Re: [R] 'From' and 'to' arguments in panel.abline
On 8/13/07, Sébastien [EMAIL PROTECTED] wrote:
Dear R-users,
The help does not give much details on the use of the arguments 'from'
and 'to' in the panel.abline function.
Not surprising, since panel.abline doesn't actually have arguments
called 'from' and 'to'.
I have looked in the archives but
did not find how to implement them. My different tries failed miserably.
E.g, the following code doesn't seem to work, in a sense that the line
is not limited to the (0,10) range.
Do these arguments really apply to panel.abline?
No, they do not.
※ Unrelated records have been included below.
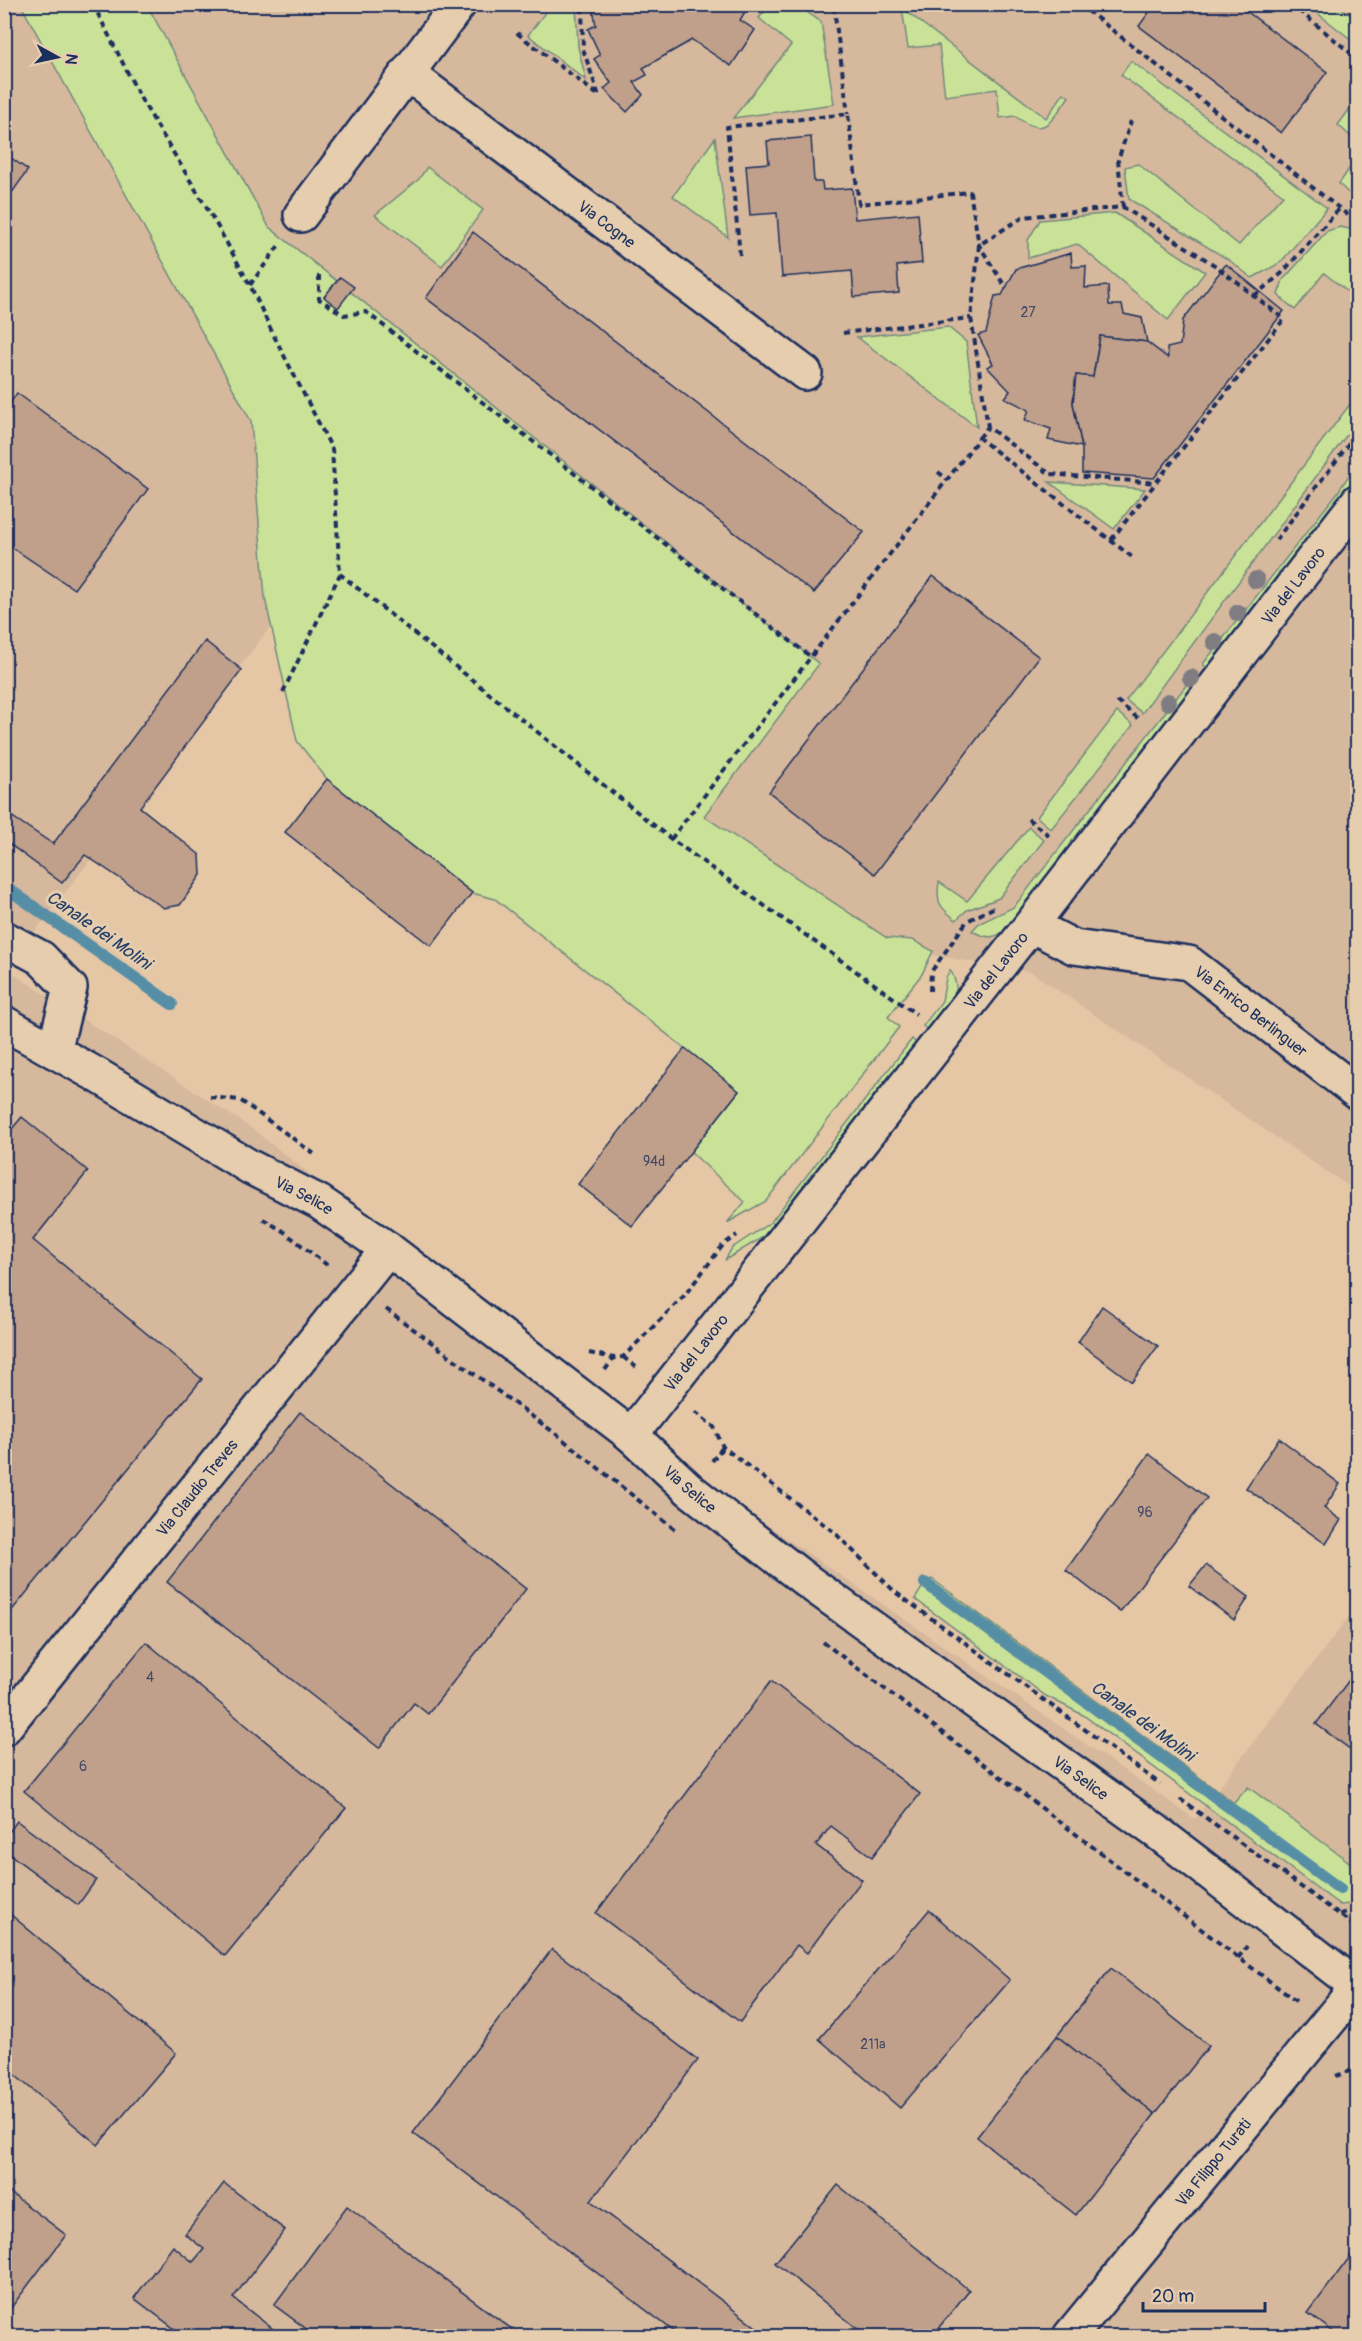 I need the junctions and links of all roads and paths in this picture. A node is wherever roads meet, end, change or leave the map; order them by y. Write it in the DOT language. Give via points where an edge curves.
graph roads {
  1 [pos="93,4"];
  2 [pos="459,4"];
  3 [pos="582,4"];
  4 [pos="814,4"];
  5 [pos="850,4"];
  6 [pos="882,4"];
  7 [pos="1079,4"];
  8 [pos="1291,4"];
  9 [pos="834,8"];
  10 [pos="885,13"];
  11 [pos="517,33"];
  12 [pos="1358,59"];
  13 [pos="408,74"];
  14 [pos="848,114"];
  15 [pos="1131,121"];
  16 [pos="1123,207"];
  17 [pos="1340,208"];
  18 [pos="302,215"];
  19 [pos="1358,223"];
  20 [pos="979,245"];
  21 [pos="740,255"];
  22 [pos="319,275"];
  23 [pos="250,285"];
  24 [pos="1006,288"];
  25 [pos="1254,296"];
  26 [pos="971,318"];
  27 [pos="843,333"];
  28 [pos="805,373"];
  29 [pos="988,427"];
  30 [pos="979,438"];
  31 [pos="938,472"];
  32 [pos="947,480"];
  33 [pos="1156,483"];
  34 [pos="1358,501"];
  35 [pos="1111,540"];
  36 [pos="1132,557"];
  37 [pos="340,574"];
  38 [pos="811,657"];
  39 [pos="283,692"];
  40 [pos="1117,700"];
  41 [pos="1141,722"];
  42 [pos="1028,819"];
  43 [pos="671,838"];
  44 [pos="1053,839"];
  45 [pos="1031,925"];
  46 [pos="4,938"];
  47 [pos="918,1015"];
  48 [pos="4,1023"];
  49 [pos="54,1051"];
  50 [pos="1358,1093"];
  51 [pos="262,1219"];
  52 [pos="388,1249"];
  53 [pos="357,1288"];
  54 [pos="623,1357"];
  55 [pos="614,1358"];
  56 [pos="714,1427"];
  57 [pos="631,1435"];
  58 [pos="683,1536"];
  59 [pos="820,1640"];
  60 [pos="4,1728"];
  61 [pos="1162,1785"];
  62 [pos="1172,1792"];
  63 [pos="1358,1909"];
  64 [pos="1339,1914"];
  65 [pos="1358,1928"];
  66 [pos="1357,1987"];
  67 [pos="1327,2025"];
  68 [pos="1358,2068"];
  69 [pos="1332,2080"];
  70 [pos="1070,2337"];
  1 -- 23 [label="path" via="141,99"];
  2 -- 13 [label="main road"];
  3 -- 11 [label="path" via="584,49 599,96"];
  4 -- 9 [label="path" via="822,10"];
  5 -- 9 [label="path"];
  6 -- 10 [label="path"];
  7 -- 17 [label="path"];
  8 -- 12 [label="path"];
  9 -- 14 [label="path"];
  13 -- 18 [label="main road"];
  13 -- 28 [label="main road, Via Cogne"];
  14 -- 20 [label="path" via="859,204 970,192"];
  14 -- 21 [label="path" via="727,127"];
  15 -- 16 [label="path" via="1118,160"];
  16 -- 20 [label="path" via="1023,217"];
  16 -- 25 [label="path" via="1216,266"];
  17 -- 19 [label="path"];
  17 -- 25 [label="path" via="1281,274"];
  18 -- 23 [label="path"];
  20 -- 24 [label="path"];
  20 -- 26 [label="path"];
  22 -- 38 [label="path" via="319,299 344,315 366,312"];
  23 -- 37 [label="path" via="332,449"];
  25 -- 33 [label="path" via="1284,319"];
  26 -- 27 [label="path"];
  26 -- 29 [label="path"];
  29 -- 30 [label="path"];
  29 -- 33 [label="path" via="1050,474"];
  30 -- 32 [label="path"];
  30 -- 35 [label="path"];
  31 -- 32 [label="path"];
  32 -- 38 [label="path"];
  33 -- 35 [label="path"];
  34 -- 45 [label="main road, Via del Lavoro"];
  35 -- 36 [label="path"];
  37 -- 39 [label="path"];
  37 -- 43 [label="path"];
  38 -- 43 [label="path"];
  40 -- 41 [label="path"];
  42 -- 44 [label="path"];
  43 -- 47 [label="path"];
  45 -- 50 [label="main road, Via Enrico Berlinguer" via="1074,947 1189,963"];
  45 -- 57 [label="main road, Via del Lavoro"];
  46 -- 49 [label="main road" via="41,958 70,988"];
  48 -- 49 [label="main road, Via Selice"];
  49 -- 52 [label="main road, Via Selice" via="250,1167 319,1202"];
  51 -- 53 [label="path"];
  52 -- 53 [label="main road, Via Claudio Treves"];
  52 -- 57 [label="main road, Via Selice"];
  53 -- 58 [label="path" via="556,1434"];
  53 -- 60 [label="main road, Via Claudio Treves"];
  54 -- 55 [label="path"];
  56 -- 61 [label="path" via="723,1447 834,1532 894,1592"];
  57 -- 66 [label="main road, Via Selice" via="690,1490 807,1581 1157,1832"];
  59 -- 67 [label="path"];
  62 -- 64 [label="path"];
  63 -- 64 [label="path"];
  64 -- 65 [label="path"];
  66 -- 67 [label="main road, Via Filippo Turati"];
  67 -- 70 [label="main road, Via Filippo Turati"];
  68 -- 69 [label="path"];
}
It is common to have many functions documented in one
help page, and you need to look at the usage section (near the top) to
figure out which arguments are releant for which functions. The help
page has:
Usage:
panel.abline(a = NULL, b = 0,
h = NULL, v = NULL,
reg = NULL, coef = NULL,
col, col.line, lty, lwd, type,
...)
panel.curve(expr, from, to, n = 101,
curve.type = l,
col, lty, lwd, type,
...)
etc. If you want to limit the range, use panel.curve, e.g.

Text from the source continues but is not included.